As soon as Ivan had untied the horse, he grabbed the reins and handed them over to me. I wrapped them securely around my arm before approaching Ivan again to once again hold the knife against his throat. But before I could grab him, in one sudden motion, he slapped the horse on the backside. The frightened animal galloped forward—knocking me to the ground and dragging my body after it.
By the time I managed to scramble to my feet, regain control over the horse, and rope it around a tree, the alarmed Ivan had already remounted the coach, which had started moving forward with just the one horse.
I reached the coach’s path just in time to fling myself at the driver’s seat, landing next to Ivan. He pulled out a knife of his own from beneath his seat and brandished it at me as the horse continued to gallop forward. Leaning back toward the edge of the seat, with one sharp thrust of my foot, I managed to knock the blade away from Ivan. Bone cracked as one of his fingers broke. He cried out in agony.
Grabbing the reins, I brought the horse to a stop.
“Now, let’s finish this,” I breathed, once again pointing my knife at his neck. “Hand over whatever supplies and coins you have. Don’t make me disturb the lady.”
“I know how filth like you work once you’ve finished robbing,” Ivan cried out, his eyes blazing. “I won’t let you lay a hand on my woman! You’ll have to kill me first.”
He ducked his head and threw all his weight against my midriff. As I fell back toward the ground, I instinctively grabbed him and pulled him with me. When he landed on top of me, I expected him to start punching me, but he went strangely limp. He lifted his head and looked down at me, eyes bulging. Then I felt it—blood seeping down the hilt of my knife.
The blade had buried itself deep into his stomach as we’d hit the gravel. He screamed as blood poured out of him, soaking through his clothes.

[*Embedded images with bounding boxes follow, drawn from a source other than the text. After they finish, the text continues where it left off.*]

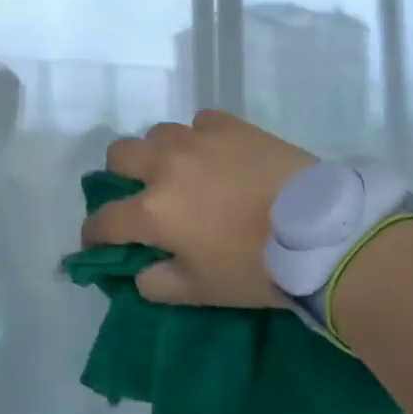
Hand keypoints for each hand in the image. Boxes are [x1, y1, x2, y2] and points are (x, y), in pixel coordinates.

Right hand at [81, 110, 315, 308]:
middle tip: (141, 196)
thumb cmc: (257, 267)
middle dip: (120, 178)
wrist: (319, 231)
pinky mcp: (230, 125)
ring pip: (158, 134)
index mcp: (153, 211)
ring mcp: (197, 140)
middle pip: (118, 156)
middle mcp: (165, 167)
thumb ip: (158, 284)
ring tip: (183, 172)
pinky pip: (200, 122)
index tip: (98, 244)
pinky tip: (217, 154)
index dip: (93, 235)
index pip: (104, 221)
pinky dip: (200, 138)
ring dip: (159, 154)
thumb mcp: (202, 291)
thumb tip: (139, 271)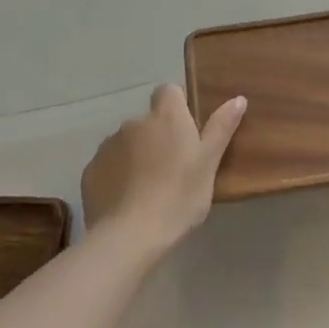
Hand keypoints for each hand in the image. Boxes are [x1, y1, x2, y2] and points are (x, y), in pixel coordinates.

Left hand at [81, 85, 246, 257]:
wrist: (129, 236)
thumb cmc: (179, 196)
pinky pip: (108, 165)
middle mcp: (134, 123)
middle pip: (149, 121)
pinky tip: (127, 201)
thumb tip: (238, 98)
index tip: (187, 131)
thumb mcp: (209, 163)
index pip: (168, 91)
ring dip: (137, 156)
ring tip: (149, 189)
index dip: (177, 106)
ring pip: (127, 143)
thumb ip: (221, 128)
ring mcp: (108, 146)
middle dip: (158, 136)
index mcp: (166, 117)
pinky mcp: (90, 171)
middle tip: (173, 168)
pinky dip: (117, 176)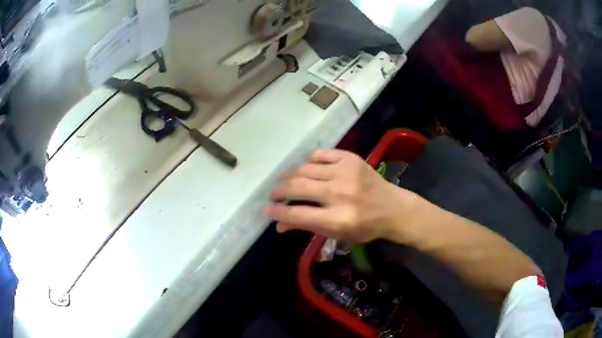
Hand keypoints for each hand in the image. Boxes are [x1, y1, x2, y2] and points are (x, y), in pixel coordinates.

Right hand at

I rolled him off me and stood staring down at him, horror consuming me at what I’d just done.
At what I’d just become.
“Ivan!” A shrill voice pierced through the cold night air.
I turned around. A young woman in a blue silk cloak stood in the road, her face pale, her painted red lips parting in horror.
She screamed and ran back into the carriage. I thought she had run there for shelter, but she returned with a pistol in her hands, aimed directly at my chest.
“Drop the knife!” she cried out, tears welling in her eyes, her hands trembling.
I dropped the knife. She approached me cautiously, still pointing the gun at me, and picked it up. Then she ran over to Ivan and looked at his wound.
“You killed him!”
She whirled around in fury. This time she pulled the trigger. A bullet wedged itself into my shoulder. Warm blood spilled down my frozen chest.
I staggered back and fell to the ground. I began shaking uncontrollably, and I felt myself losing consciousness.
But then I remembered the promise I’d made to my brother earlier that evening. I remembered my parents’ tortured eyes looking up at me. I remembered Helina standing in the snow. And somehow I found the strength to turn myself over and slowly, steadily, quietly begin dragging myself toward the woman.
Her back was turned to me as she wept over Ivan. I reached out my uninjured arm and grabbed her. I knocked the pistol away from her hand. She kicked and screamed as I struggled to wrestle her to the ground. I grabbed the knife she had laid next to her and pushed it through her stomach.
Everything that I had ever identified myself with drifted away as that man and woman bled to death on the ground, tarnishing the white snow as their blood formed a crimson pool.
I was no longer a brother. No longer a son. No longer a physician’s apprentice.
At that moment, only one word circled in my mind for what I was.
Murderer.
* * *
“Kiev!”
Erik gasped as I stumbled into the cottage in the early morning hours.
“What happened to you?”
“Where’s Helina?” I panted.
“She… she’s sleeping. What is going on? Your shoulder—”
“Bring her, goddamn it!”
Erik sprinted up the staircase, casting worried glances at me. I’d managed to slow the blood flow by bunching up my cloak and holding it against the wound with one hand as I guided the horses and the carriage with the other. But it meant that I was now frozen numb from the cold.
I walked over to the warm fireplace and crumpled onto the carpet.
When Erik emerged, he was carrying a sleeping Helina.
“For God’s sake, brother,” Erik pleaded. “Will you tell me what happened?”
“It doesn’t matter… what happened,” I gasped. “Just listen to me. Carefully. I don’t have the strength to repeat myself. There’s a carriage with two horses waiting outside the house. In it, you’ll find enough food to last you a week and enough money to keep our uncle happy for at least five months.”